Boeing dit être encore en train d'évaluer les conséquences de cette décision pour l'emploi.

Environ 900 salariés travaillent sur le programme du 787 à l'usine d'Everett, qui accueille en temps normal 30.000 employés au total.

"Pendant des mois, les équipes ont étudié les options, mobilisé toutes les parties prenantes, y compris les syndicats, et pris en compte un certain nombre de facteurs, notamment la logistique, l'efficacité et la santé à long terme de notre système de production", a souligné le chef de la division des avions commerciaux Stan Deal, dans un message aux employés.

"Il est devenu clair que la consolidation sur un seul site de production 787 en Caroline du sud nous rendra plus compétitifs et efficaces, nous permettra de mieux positionner Boeing en ces temps difficiles et de gagner de nouveaux contrats", a-t-il ajouté.

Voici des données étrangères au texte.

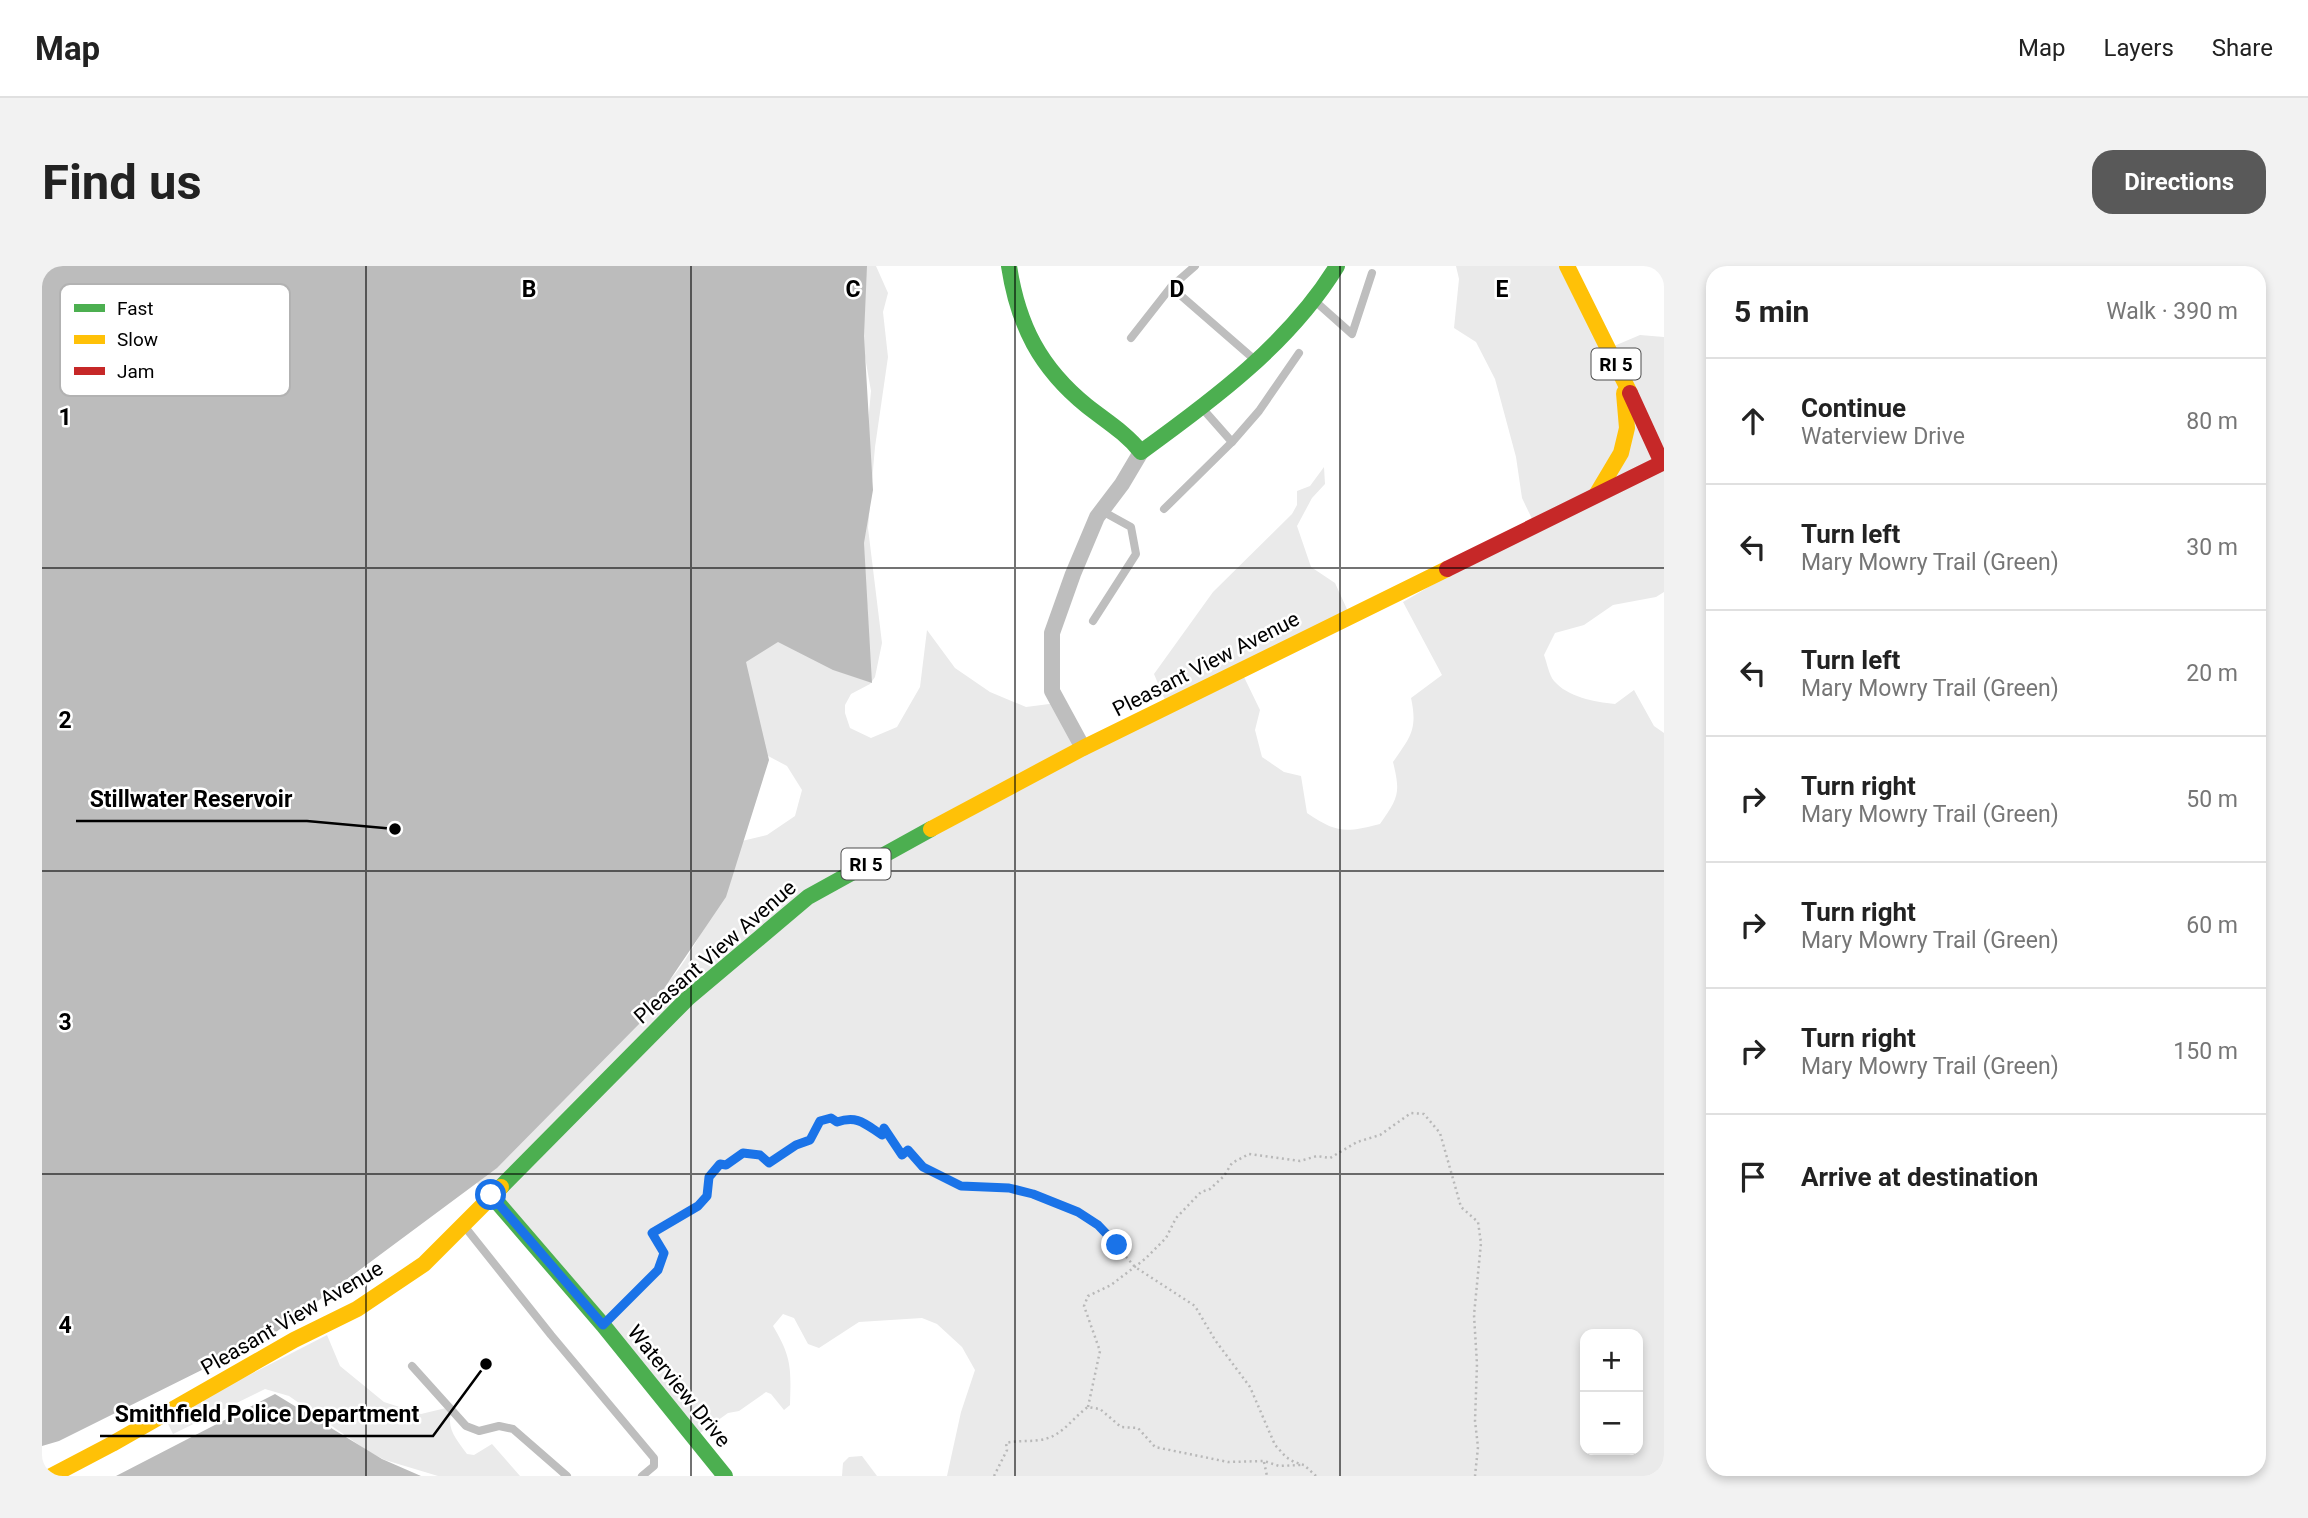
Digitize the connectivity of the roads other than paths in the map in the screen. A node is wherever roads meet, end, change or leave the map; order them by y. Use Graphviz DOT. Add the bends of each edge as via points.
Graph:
graph roads {
  1 [pos="1009,266"];
  2 [pos="1195,266"];
  3 [pos="1337,266"];
  4 [pos="1567,266"];
  5 [pos="1372,273"];
  6 [pos="1171,287"];
  7 [pos="1314,300"];
  8 [pos="1131,338"];
  9 [pos="1299,353"];
  10 [pos="1255,360"];
  11 [pos="1623,378"];
  12 [pos="1202,408"];
  13 [pos="1232,442"];
  14 [pos="1140,452"];
  15 [pos="1663,466"];
  16 [pos="1595,495"];
  17 [pos="1164,509"];
  18 [pos="1102,511"];
  19 [pos="1093,621"];
  20 [pos="1083,748"];
  21 [pos="491,1195"];
  22 [pos="463,1224"];
  23 [pos="412,1366"];
  24 [pos="51,1476"];
  25 [pos="567,1476"];
  26 [pos="642,1476"];
  27 [pos="724,1476"];
  1 -- 14 [label="main road" via="1015,297 1048,368 1082,402 1131,439"];
  2 -- 6 [label="lane"];
  3 -- 7 [label="main road"];
  4 -- 11 [label="main road, RI 5"];
  5 -- 7 [label="lane" via="1352,334"];
  6 -- 8 [label="lane"];
  6 -- 10 [label="lane"];
  7 -- 10 [label="main road"];
  9 -- 13 [label="lane"];
  10 -- 12 [label="main road"];
  11 -- 15 [label="main road, RI 5"];
  11 -- 16 [label="main road" via="1627,428 1621,453"];
  12 -- 13 [label="lane"];
  12 -- 14 [label="main road"];
  13 -- 17 [label="lane"];
  14 -- 18 [label="street"];
  15 -- 16 [label="main road, Pleasant View Avenue / RI 5"];
  16 -- 20 [label="main road, Pleasant View Avenue / RI 5"];
  18 -- 19 [label="lane" via="1131,527 1136,554"];
  18 -- 20 [label="street" via="1052,633 1052,691"];
  20 -- 21 [label="main road, Pleasant View Avenue / RI 5" via="808,897 687,999"];
  21 -- 22 [label="main road, Pleasant View Avenue / RI 5"];
  21 -- 27 [label="main road, Waterview Drive"];
  22 -- 24 [label="main road, Pleasant View Avenue / RI 5" via="424,1264 357,1309"];
  22 -- 26 [label="lane" via="654,1458 654,1466"];
  23 -- 25 [label="lane" via="466,1426 479,1431 499,1426 513,1429"];
}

Le groupe américain était déjà englué dans la crise du 737 MAX, son avion monocouloir vedette interdit de vol depuis mars 2019 après deux accidents mortels, quand le Covid-19 a fait plonger les ventes de billets d'avion. Les compagnies aériennes ont suspendu en masse leurs commandes.

Boeing avait commencé à fabriquer des 787-8 et 787-9 dans son usine d'Everett en 2007, avant d'ouvrir une ligne de production à North Charleston, en Caroline du sud, en 2010.

Seul ce deuxième site peut construire les modèles plus larges du 787-10, justifie Boeing jeudi.

L'avionneur n'y a pas non plus à faire face au puissant syndicat des machinistes et travailleurs de l'aviation, les employés ayant refusé en 2017 de s'y syndicaliser.

Les équipes basées à Everett continueront de travailler sur les avions 737, 747, 767 et 777.